_Exercise_.
Could you restate the entries below word for word and leave the images out?

_Raw data_.
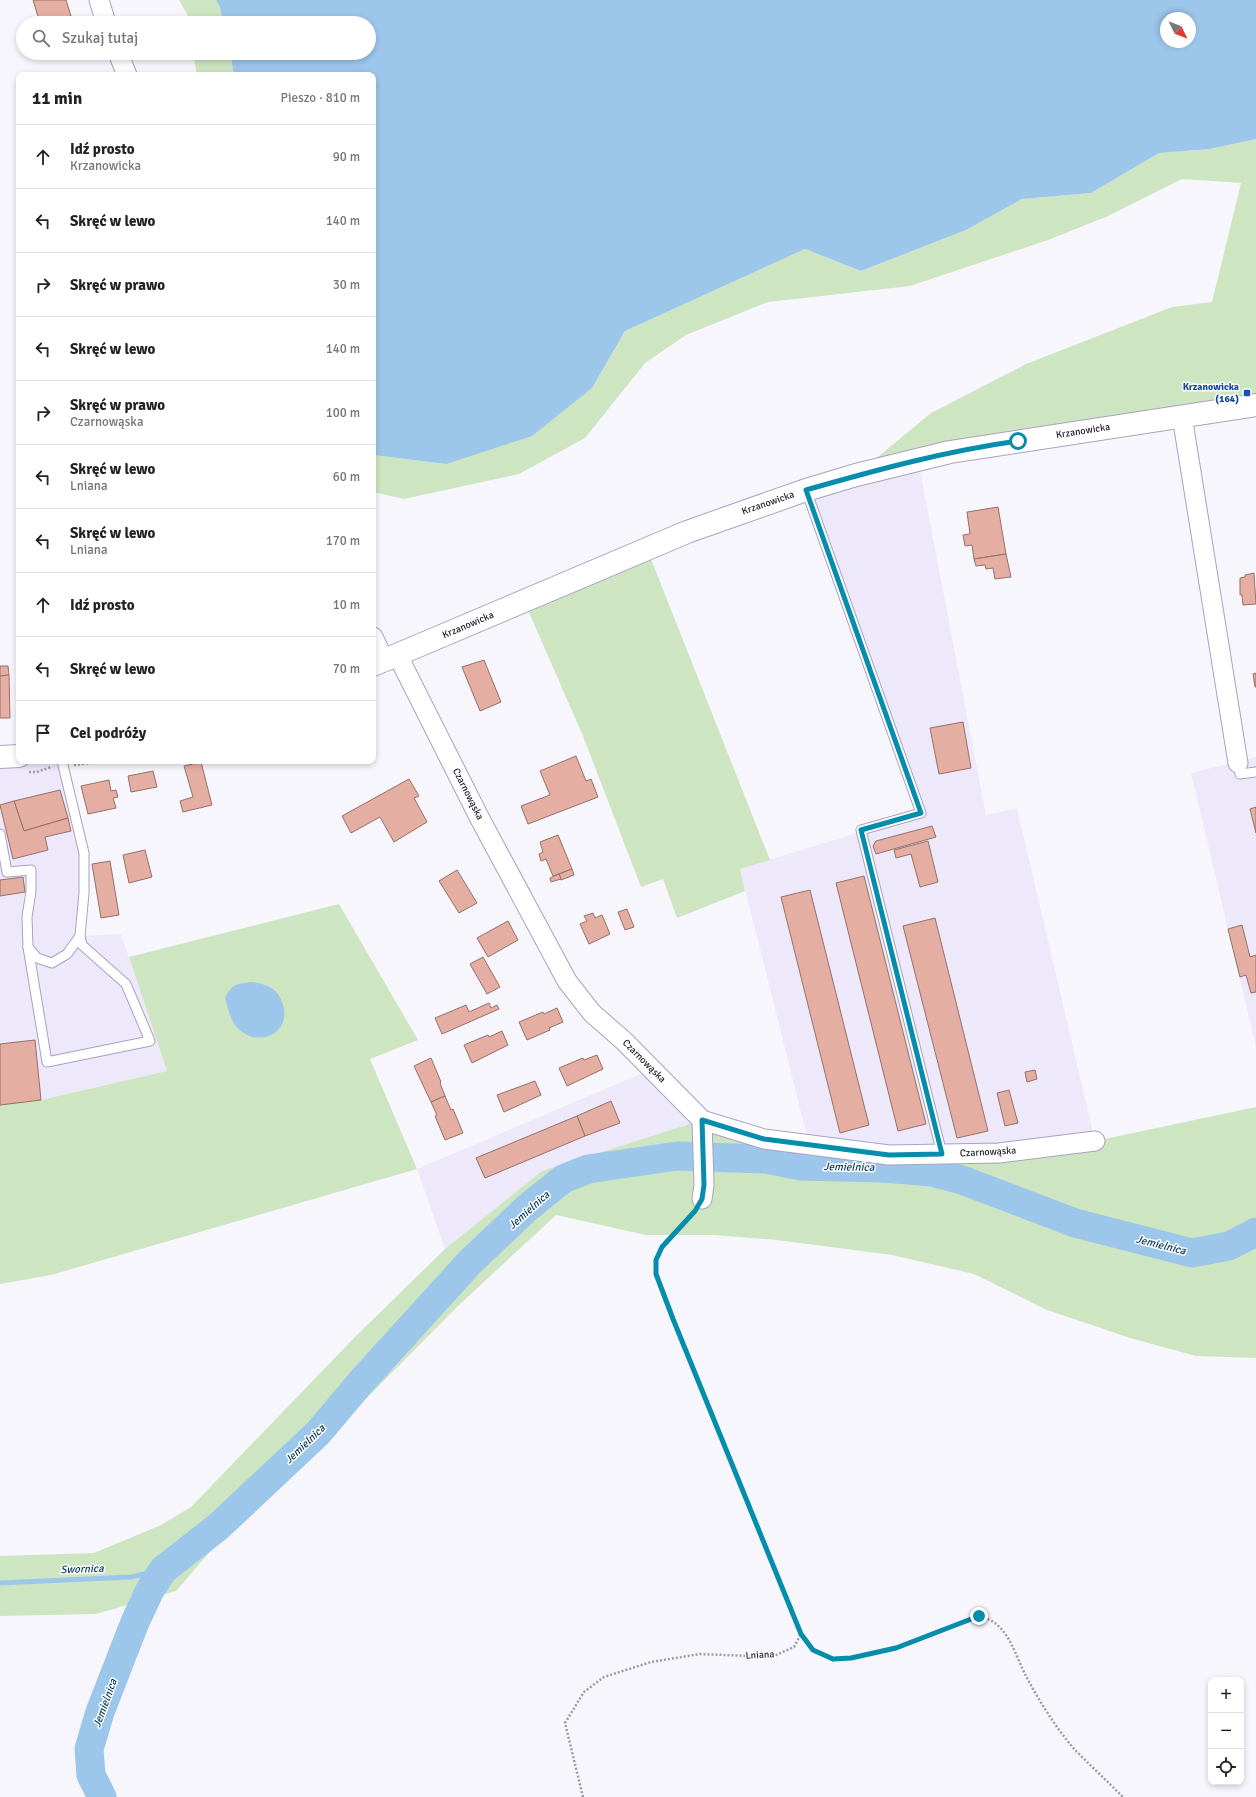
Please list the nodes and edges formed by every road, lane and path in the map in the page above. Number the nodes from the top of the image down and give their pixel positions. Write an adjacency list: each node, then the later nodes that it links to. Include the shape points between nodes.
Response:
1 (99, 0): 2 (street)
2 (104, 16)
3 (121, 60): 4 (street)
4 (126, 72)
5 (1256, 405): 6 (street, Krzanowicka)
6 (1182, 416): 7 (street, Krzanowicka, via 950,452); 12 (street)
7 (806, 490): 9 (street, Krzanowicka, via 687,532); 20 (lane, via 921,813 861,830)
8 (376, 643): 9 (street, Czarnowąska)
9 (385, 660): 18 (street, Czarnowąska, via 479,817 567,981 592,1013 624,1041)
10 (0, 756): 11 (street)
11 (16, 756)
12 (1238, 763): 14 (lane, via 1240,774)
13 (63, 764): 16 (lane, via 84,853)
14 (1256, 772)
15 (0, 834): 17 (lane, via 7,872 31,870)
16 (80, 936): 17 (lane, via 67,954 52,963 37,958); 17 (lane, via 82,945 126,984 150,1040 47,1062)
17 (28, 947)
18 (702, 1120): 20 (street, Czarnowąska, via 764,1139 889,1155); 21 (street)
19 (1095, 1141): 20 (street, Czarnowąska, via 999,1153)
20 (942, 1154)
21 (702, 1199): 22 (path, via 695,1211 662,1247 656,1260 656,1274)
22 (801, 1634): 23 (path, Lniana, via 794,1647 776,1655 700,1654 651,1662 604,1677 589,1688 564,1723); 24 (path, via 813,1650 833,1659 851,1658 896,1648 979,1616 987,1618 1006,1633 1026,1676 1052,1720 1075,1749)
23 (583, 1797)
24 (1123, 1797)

_Written solution_.
Please list the nodes and edges formed by every road, lane and path in the map in the page above. Number the nodes from the top of the image down and give their pixel positions. Write an adjacency list: each node, then the later nodes that it links to. Include the shape points between nodes.
Response:
1 (99, 0): 2 (street)
2 (104, 16)
3 (121, 60): 4 (street)
4 (126, 72)
5 (1256, 405): 6 (street, Krzanowicka)
6 (1182, 416): 7 (street, Krzanowicka, via 950,452); 12 (street)
7 (806, 490): 9 (street, Krzanowicka, via 687,532); 20 (lane, via 921,813 861,830)
8 (376, 643): 9 (street, Czarnowąska)
9 (385, 660): 18 (street, Czarnowąska, via 479,817 567,981 592,1013 624,1041)
10 (0, 756): 11 (street)
11 (16, 756)
12 (1238, 763): 14 (lane, via 1240,774)
13 (63, 764): 16 (lane, via 84,853)
14 (1256, 772)
15 (0, 834): 17 (lane, via 7,872 31,870)
16 (80, 936): 17 (lane, via 67,954 52,963 37,958); 17 (lane, via 82,945 126,984 150,1040 47,1062)
17 (28, 947)
18 (702, 1120): 20 (street, Czarnowąska, via 764,1139 889,1155); 21 (street)
19 (1095, 1141): 20 (street, Czarnowąska, via 999,1153)
20 (942, 1154)
21 (702, 1199): 22 (path, via 695,1211 662,1247 656,1260 656,1274)
22 (801, 1634): 23 (path, Lniana, via 794,1647 776,1655 700,1654 651,1662 604,1677 589,1688 564,1723); 24 (path, via 813,1650 833,1659 851,1658 896,1648 979,1616 987,1618 1006,1633 1026,1676 1052,1720 1075,1749)
23 (583, 1797)
24 (1123, 1797)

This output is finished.